A maternidade não se mede em mililitros

Definir que uma criança só tem direito a estar mais tempo com a mãe se estiver a ser amamentada é reduzir a maternidade a uma função biológica, desvalorizar a mãe e ignorar a importância da relação primordial.

Nas últimas semanas tem-se discutido a necessidade de apresentação de um atestado no início da licença de amamentação e de seis em seis meses até um período máximo de dois anos.

Esta questão, mais do que nos fazer refletir sobre a necessidade de um médico ter de atestar aquilo que a trabalhadora poderia informar, conduz-nos a um ponto crucial.

Por que complexificamos e diminuímos o período de uma licença de amamentação quando deveríamos estar a discutir a possibilidade de facilitar e promover a relação próxima, plena e tranquila entre a mãe e o bebé durante os primeiros três anos, independentemente da forma como é alimentado?

A díade materna é fundamental para o desenvolvimento emocional, neurológico e social do bebé. É ao longo dos primeiros anos que se constrói a vinculação afetiva – esse laço profundo que se tece na relação com uma figura estável e emocionalmente disponível, idealmente a mãe. É sobretudo esta relação de proximidade psicológica, emocional e física, inicialmente simbiótica, de troca de afeto, de resposta às necessidades do bebé, de presença e apoio nas suas várias fases, que será o alicerce de um desenvolvimento emocional saudável e da estruturação do psiquismo.

Quanto mais constante, previsível e disponível for a presença da mãe, mais sólida será a vinculação afetiva e a interiorização da imagem materna, que permitirão a construção de uma identidade própria, autónoma e segura.
É indiscutível que o leite materno oferece valiosos benefícios para o desenvolvimento do bebé.
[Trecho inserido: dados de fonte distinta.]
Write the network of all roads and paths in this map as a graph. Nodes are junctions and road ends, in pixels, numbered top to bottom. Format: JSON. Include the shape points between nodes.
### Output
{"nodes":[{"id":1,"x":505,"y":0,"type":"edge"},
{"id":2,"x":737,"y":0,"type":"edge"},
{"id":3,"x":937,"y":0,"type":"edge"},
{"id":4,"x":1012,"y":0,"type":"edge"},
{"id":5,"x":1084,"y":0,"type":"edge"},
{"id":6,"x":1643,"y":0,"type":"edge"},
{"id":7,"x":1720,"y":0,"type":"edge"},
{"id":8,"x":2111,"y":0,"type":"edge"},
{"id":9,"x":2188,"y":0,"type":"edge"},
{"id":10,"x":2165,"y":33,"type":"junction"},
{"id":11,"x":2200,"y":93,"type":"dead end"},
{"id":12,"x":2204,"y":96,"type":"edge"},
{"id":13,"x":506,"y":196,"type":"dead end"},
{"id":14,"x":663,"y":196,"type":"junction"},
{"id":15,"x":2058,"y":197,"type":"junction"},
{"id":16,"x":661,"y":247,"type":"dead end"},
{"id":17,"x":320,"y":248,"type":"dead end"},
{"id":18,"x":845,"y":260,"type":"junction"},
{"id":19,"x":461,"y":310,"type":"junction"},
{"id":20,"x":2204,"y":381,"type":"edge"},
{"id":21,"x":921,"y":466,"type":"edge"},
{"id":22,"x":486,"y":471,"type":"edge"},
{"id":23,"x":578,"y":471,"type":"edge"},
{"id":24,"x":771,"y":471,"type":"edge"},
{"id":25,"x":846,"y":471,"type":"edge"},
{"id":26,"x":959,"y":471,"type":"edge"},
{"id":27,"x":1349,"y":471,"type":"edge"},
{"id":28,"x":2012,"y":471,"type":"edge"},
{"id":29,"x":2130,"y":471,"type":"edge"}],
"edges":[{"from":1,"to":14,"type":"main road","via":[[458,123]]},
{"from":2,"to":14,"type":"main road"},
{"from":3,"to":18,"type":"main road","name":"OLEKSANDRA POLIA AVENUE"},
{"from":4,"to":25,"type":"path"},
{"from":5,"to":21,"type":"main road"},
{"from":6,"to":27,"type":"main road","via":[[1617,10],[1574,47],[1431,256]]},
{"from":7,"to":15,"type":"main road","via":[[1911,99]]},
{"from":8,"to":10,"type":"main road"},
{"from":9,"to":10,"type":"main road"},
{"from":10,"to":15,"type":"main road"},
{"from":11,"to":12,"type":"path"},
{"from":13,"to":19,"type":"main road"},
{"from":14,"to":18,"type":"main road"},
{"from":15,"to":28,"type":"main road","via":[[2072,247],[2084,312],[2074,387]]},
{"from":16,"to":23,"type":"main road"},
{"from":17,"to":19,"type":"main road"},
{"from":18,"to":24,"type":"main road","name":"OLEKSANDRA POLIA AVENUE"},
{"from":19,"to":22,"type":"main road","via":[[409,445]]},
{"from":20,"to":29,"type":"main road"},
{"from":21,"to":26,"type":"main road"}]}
Não só ao nível nutritivo, mas também da relação. No entanto, nada supera o vínculo materno, pelo que vale a pena questionarmo-nos, mais do que sobre a obrigatoriedade de um atestado que comprove a amamentação, por que razão só os bebés que são alimentados com leite materno podem ter a companhia da mãe durante mais tempo. Então, e aqueles cujas mães não conseguem, não querem ou não podem amamentar? Não terão o mesmo direito – e o mesmo benefício – de poder contar com a presença da mãe durante mais tempo?

Mais do que o leite, é o colo quente e contentor da mãe, as respostas aos pedidos do bebé, o olhar meigo, a sua presença afetiva, a voz doce, o carinho, a forma como só ela o sabe aconchegar e alimentar (com ou sem leite materno), contar histórias e brincar, que farão do bebé uma criança vigorosa e saudável, não só ao nível físico, mas também emocional.
Definir que uma criança só tem direito a estar mais tempo com a mãe se estiver a ser amamentada é reduzir a maternidade a uma função biológica, desvalorizar a mãe como um todo e ignorar a importância da relação primordial.

No auge da polémica foi sugerido que algumas mães prolongam o período de amamentação para manterem o direito à licença. Em vez de criticarmos mães que querem passar mais tempo com os seus filhos, como se isso representasse uma forma grave de oportunismo, talvez devêssemos perguntar-nos por que o fazem. A necessidade de estar mais tempo com uma criança pequena e o desejo de contrariar a tendência da sociedade moderna de relegar a família para segundo plano não serão, na verdade, sinais de saúde?